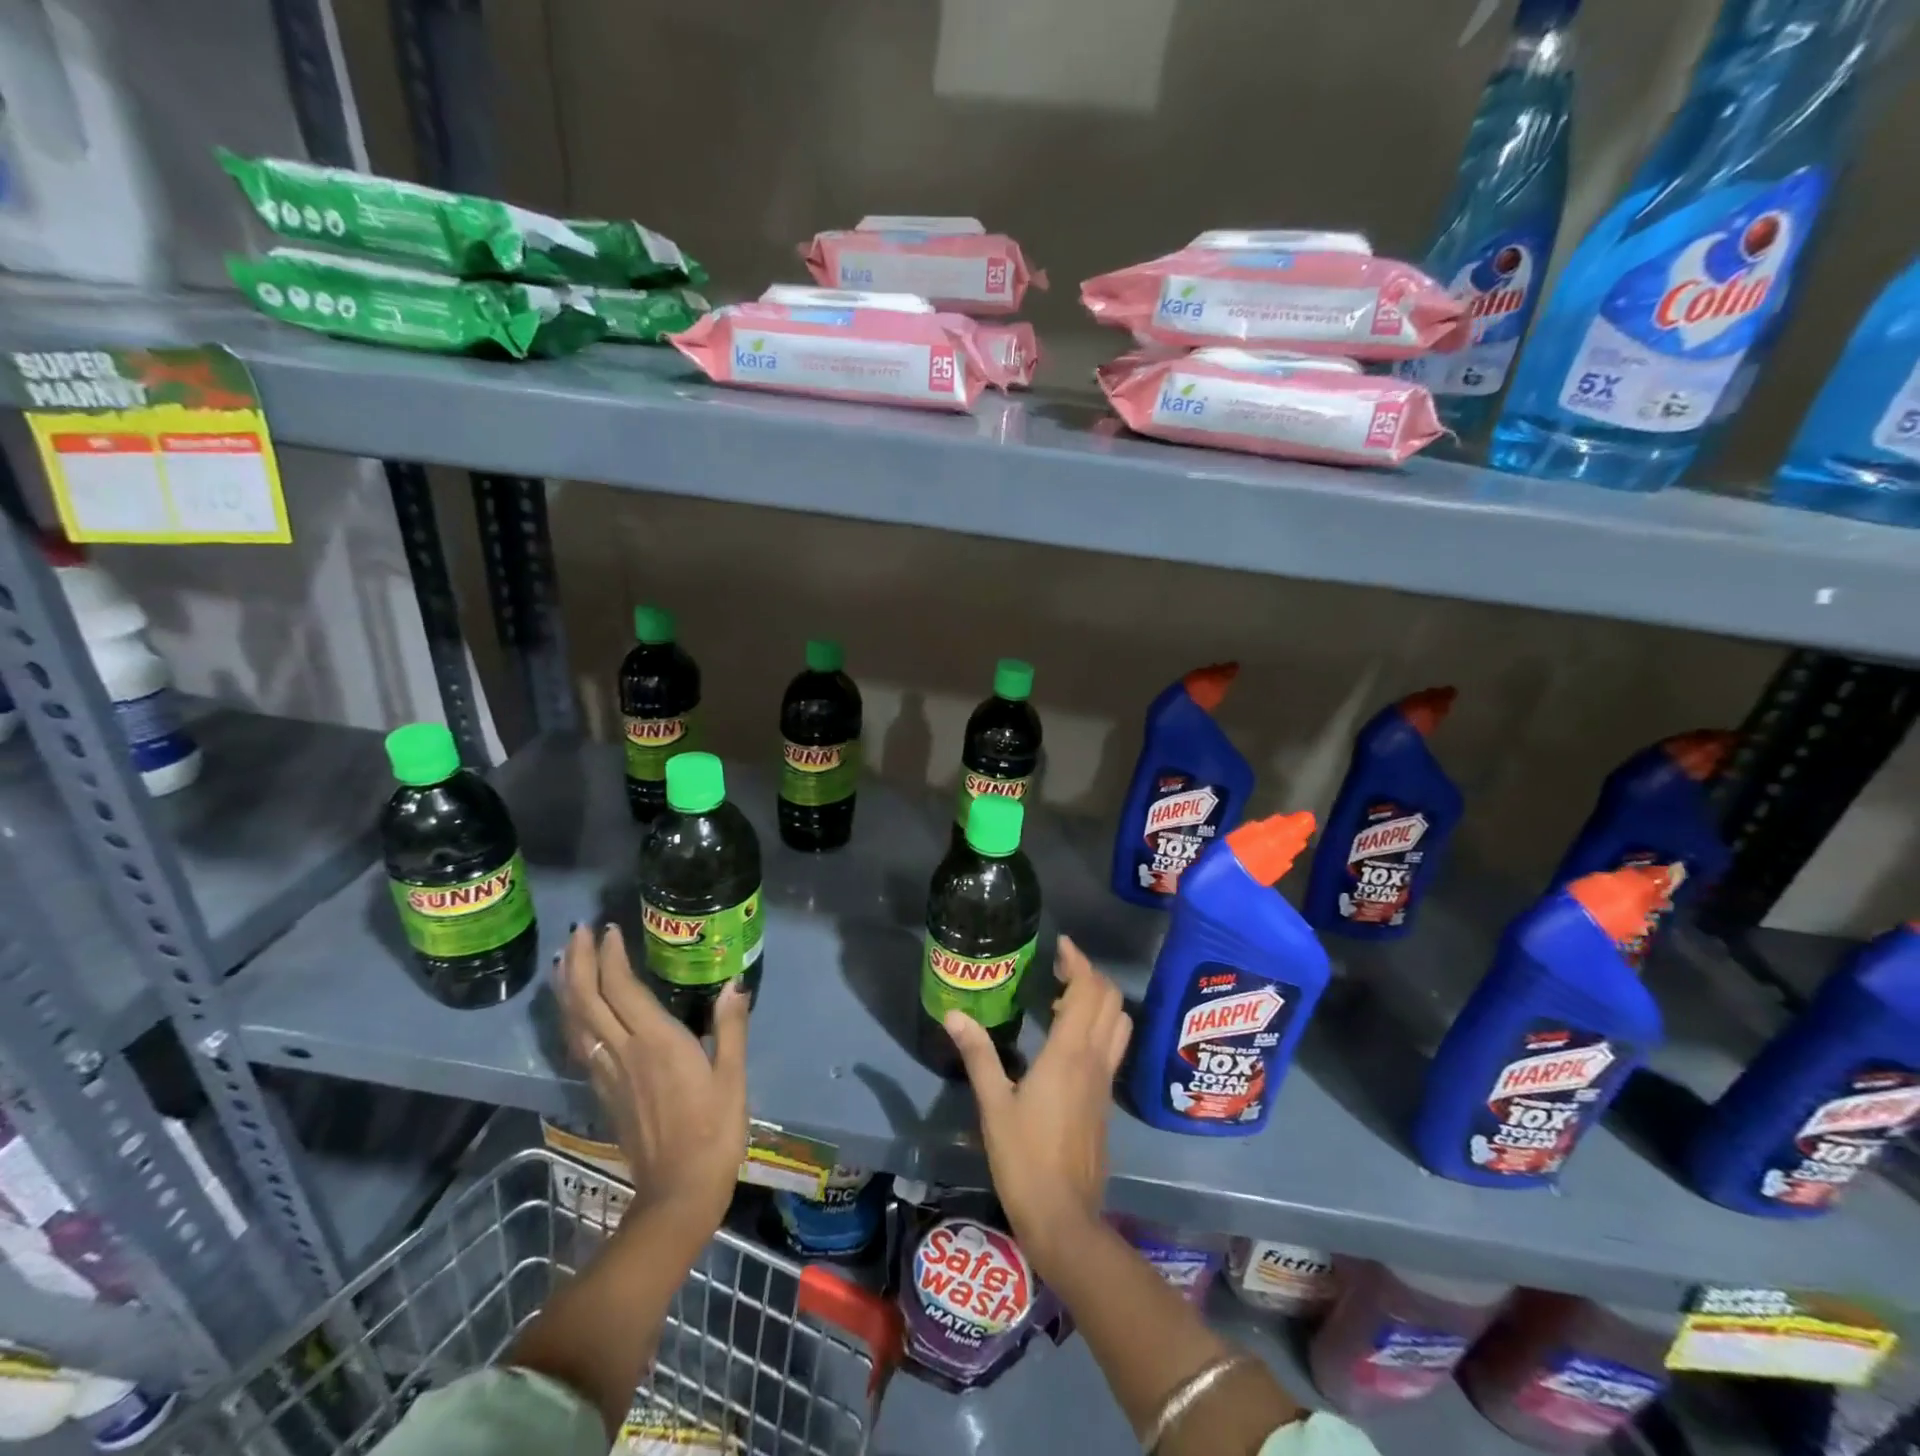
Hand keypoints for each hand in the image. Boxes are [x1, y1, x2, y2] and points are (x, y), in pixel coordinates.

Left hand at [555, 924, 749, 1230]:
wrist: (678, 1192)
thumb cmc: (714, 1130)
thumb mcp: (733, 1077)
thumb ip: (732, 1027)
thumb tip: (733, 983)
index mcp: (656, 1042)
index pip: (622, 988)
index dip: (611, 956)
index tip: (611, 929)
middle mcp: (623, 1052)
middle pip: (587, 1000)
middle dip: (580, 961)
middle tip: (580, 930)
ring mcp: (608, 1074)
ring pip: (575, 1022)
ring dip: (567, 987)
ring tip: (567, 959)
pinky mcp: (603, 1092)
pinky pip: (578, 1045)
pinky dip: (570, 1018)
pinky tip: (574, 1010)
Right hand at [942, 936, 1130, 1278]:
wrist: (1065, 1217)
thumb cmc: (1024, 1158)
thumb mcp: (993, 1104)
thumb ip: (978, 1055)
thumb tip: (954, 1015)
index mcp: (1069, 1054)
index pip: (1087, 990)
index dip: (1078, 962)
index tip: (1060, 945)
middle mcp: (1095, 1059)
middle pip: (1110, 1000)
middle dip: (1090, 975)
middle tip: (1058, 969)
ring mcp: (1105, 1081)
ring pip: (1119, 1023)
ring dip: (1099, 1001)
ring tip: (1063, 1000)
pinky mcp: (1106, 1100)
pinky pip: (1113, 1046)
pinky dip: (1099, 1026)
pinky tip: (1068, 1040)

TASK TO CARRY OUT => State the number of lines in the records that include the word "index", and add nothing to it.

YOUR SOLUTION => 8